As a nurse that worked on the floor, I always triple checked what the order was. I was so scared of something like this happening. If it was a medication that was new to me, I always looked it up and asked a more seasoned nurse to be sure. Just wish the nurse would have paid more attention. Technology can fail at any time. Sad situation.

There are numerous cover ups to this case. Other than the nurses mistake. The hospital gave cause of death as brain bleed! No autopsy? Their is a law, where suspicious deaths are required an autopsy. Where was the family? This was ok with them? What lie did the hospital tell them? It wasn't even reported until months later? And of course its all blamed on the nurse. Healthcare is so rushed nowadays. No wonder there's so many mistakes. A float, or help all nurse should not be giving a med like this to someone. A supervisor, charge nurse, or manager should. Im very upset. No one is learning from this mistake, thats why things like this happen over and over again.

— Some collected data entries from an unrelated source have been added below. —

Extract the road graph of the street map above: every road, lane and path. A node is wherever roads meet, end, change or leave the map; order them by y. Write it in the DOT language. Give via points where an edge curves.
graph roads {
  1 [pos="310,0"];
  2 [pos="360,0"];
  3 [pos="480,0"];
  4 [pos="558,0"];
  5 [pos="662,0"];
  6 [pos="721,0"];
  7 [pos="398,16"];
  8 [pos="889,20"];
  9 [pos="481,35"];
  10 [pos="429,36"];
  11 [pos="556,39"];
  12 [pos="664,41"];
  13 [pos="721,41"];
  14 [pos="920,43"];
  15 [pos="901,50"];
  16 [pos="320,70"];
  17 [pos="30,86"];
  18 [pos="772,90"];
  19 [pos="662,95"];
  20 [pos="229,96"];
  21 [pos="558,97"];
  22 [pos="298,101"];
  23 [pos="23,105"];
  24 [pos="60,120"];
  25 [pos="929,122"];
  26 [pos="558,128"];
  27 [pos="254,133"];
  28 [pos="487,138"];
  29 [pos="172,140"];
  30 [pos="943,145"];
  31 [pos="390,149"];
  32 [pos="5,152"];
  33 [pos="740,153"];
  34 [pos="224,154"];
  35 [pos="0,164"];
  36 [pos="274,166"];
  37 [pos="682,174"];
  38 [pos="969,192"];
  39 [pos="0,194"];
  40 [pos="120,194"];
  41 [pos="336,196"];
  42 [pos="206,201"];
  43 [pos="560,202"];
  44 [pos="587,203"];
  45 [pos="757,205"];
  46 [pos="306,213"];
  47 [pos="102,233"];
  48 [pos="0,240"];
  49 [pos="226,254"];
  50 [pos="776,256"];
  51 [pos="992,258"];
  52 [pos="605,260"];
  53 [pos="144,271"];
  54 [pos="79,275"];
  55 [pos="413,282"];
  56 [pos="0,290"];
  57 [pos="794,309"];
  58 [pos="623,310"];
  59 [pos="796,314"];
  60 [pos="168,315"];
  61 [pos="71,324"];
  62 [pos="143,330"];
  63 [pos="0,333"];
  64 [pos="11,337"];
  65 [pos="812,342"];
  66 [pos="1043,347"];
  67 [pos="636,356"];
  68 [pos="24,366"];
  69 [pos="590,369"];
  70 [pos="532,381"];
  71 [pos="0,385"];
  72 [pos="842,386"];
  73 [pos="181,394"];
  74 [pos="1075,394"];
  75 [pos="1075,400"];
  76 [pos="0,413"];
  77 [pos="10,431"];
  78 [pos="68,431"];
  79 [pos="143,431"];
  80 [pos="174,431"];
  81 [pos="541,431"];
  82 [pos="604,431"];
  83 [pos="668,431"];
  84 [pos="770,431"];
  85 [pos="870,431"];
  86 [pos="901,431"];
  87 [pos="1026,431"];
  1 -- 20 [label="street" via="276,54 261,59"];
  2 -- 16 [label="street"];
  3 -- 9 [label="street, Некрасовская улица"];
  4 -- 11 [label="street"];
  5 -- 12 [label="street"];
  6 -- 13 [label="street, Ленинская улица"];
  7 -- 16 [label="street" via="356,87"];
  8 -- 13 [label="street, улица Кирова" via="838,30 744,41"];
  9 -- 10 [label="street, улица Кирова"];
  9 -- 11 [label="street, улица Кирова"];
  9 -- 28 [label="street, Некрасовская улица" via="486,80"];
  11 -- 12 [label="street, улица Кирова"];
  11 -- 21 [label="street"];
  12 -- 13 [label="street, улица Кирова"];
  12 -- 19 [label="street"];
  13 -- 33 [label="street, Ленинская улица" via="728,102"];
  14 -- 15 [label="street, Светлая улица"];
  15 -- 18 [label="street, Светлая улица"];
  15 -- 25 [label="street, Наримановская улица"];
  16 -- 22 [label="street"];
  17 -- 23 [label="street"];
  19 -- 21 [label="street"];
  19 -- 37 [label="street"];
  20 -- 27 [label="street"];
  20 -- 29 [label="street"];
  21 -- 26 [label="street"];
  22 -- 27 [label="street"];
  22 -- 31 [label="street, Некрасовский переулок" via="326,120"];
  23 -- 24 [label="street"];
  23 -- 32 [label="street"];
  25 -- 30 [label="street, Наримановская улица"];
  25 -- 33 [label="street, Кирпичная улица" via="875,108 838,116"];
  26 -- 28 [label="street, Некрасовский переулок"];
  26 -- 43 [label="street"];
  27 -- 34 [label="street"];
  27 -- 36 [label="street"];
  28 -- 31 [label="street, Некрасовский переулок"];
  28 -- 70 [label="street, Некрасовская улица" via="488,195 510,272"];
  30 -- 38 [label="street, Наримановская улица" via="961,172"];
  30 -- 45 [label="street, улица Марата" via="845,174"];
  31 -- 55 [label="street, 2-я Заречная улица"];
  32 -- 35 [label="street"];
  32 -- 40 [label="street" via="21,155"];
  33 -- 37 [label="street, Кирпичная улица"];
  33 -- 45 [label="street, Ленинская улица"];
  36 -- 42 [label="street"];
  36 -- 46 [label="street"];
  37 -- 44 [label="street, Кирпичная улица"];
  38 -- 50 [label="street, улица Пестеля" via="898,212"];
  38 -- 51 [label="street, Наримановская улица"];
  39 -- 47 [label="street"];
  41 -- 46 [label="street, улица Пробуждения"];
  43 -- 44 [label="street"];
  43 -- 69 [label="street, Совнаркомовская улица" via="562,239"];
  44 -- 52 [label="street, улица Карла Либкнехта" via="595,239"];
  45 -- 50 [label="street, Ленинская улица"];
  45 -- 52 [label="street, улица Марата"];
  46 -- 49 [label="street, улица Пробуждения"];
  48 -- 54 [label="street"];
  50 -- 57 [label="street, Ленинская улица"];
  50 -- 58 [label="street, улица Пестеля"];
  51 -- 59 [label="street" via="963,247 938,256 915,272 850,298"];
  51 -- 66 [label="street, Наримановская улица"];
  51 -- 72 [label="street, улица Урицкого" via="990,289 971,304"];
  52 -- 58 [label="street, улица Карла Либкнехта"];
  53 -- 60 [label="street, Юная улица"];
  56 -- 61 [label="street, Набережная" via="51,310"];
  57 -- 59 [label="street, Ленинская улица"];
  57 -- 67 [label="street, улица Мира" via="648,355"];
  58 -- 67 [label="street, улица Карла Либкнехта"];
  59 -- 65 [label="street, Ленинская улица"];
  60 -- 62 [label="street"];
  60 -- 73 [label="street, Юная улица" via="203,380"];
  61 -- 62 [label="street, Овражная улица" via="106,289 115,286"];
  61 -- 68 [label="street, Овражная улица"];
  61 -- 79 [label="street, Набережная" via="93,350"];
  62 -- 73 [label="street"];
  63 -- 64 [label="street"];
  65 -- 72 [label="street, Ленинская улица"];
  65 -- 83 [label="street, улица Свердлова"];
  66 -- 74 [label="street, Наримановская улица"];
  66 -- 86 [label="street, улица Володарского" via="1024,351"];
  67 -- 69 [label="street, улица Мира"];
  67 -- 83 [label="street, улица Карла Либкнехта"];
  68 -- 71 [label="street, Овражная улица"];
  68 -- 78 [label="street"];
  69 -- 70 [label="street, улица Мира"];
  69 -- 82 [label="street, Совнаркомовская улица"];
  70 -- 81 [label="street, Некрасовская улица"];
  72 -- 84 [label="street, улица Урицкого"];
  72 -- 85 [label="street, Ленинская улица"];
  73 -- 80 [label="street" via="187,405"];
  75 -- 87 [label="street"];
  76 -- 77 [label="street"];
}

That would be because it IS the nurse's fault the patient is dead. Of course the hospital should be held accountable for any cover-up that occurred but the cover-up didn't kill the patient and that is the major focus of the investigation. Being rushed is no excuse for the multiple poor decisions she made. As far as who should administer medications in instances such as this why on earth do you think an administrator would be a good option? Many of them haven't done patient care in years. Versed administration is well within the scope of a properly educated and competent RN. Furthermore how can you determine that no one is learning from this? I'd bet money that this discussion has done a lot of good for members here and there are thousands of them.

Specializes in CCRN.

I'm a registered RT®, CNMT, PET technologist, and RN. The PET scans usually run for 3 minutes to cover a small area and then moves down. The reconstruction the images must go through takes at least another 3-5 minutes on most cameras. A quiet environment is critical in order to minimize patient motion (startle). F-18 FDG is a glucose analog that gets trapped inside cells over an hour long period. Panic occurring during scanning would not change the FDG uptake pattern on the images. An "eye to thigh" scan would take 8 "beds" at 3 minutes each = 24 minutes. It was most likely the PET technologist that called the rapid response at the end of the scan when they attempted to move the patient from the scanner.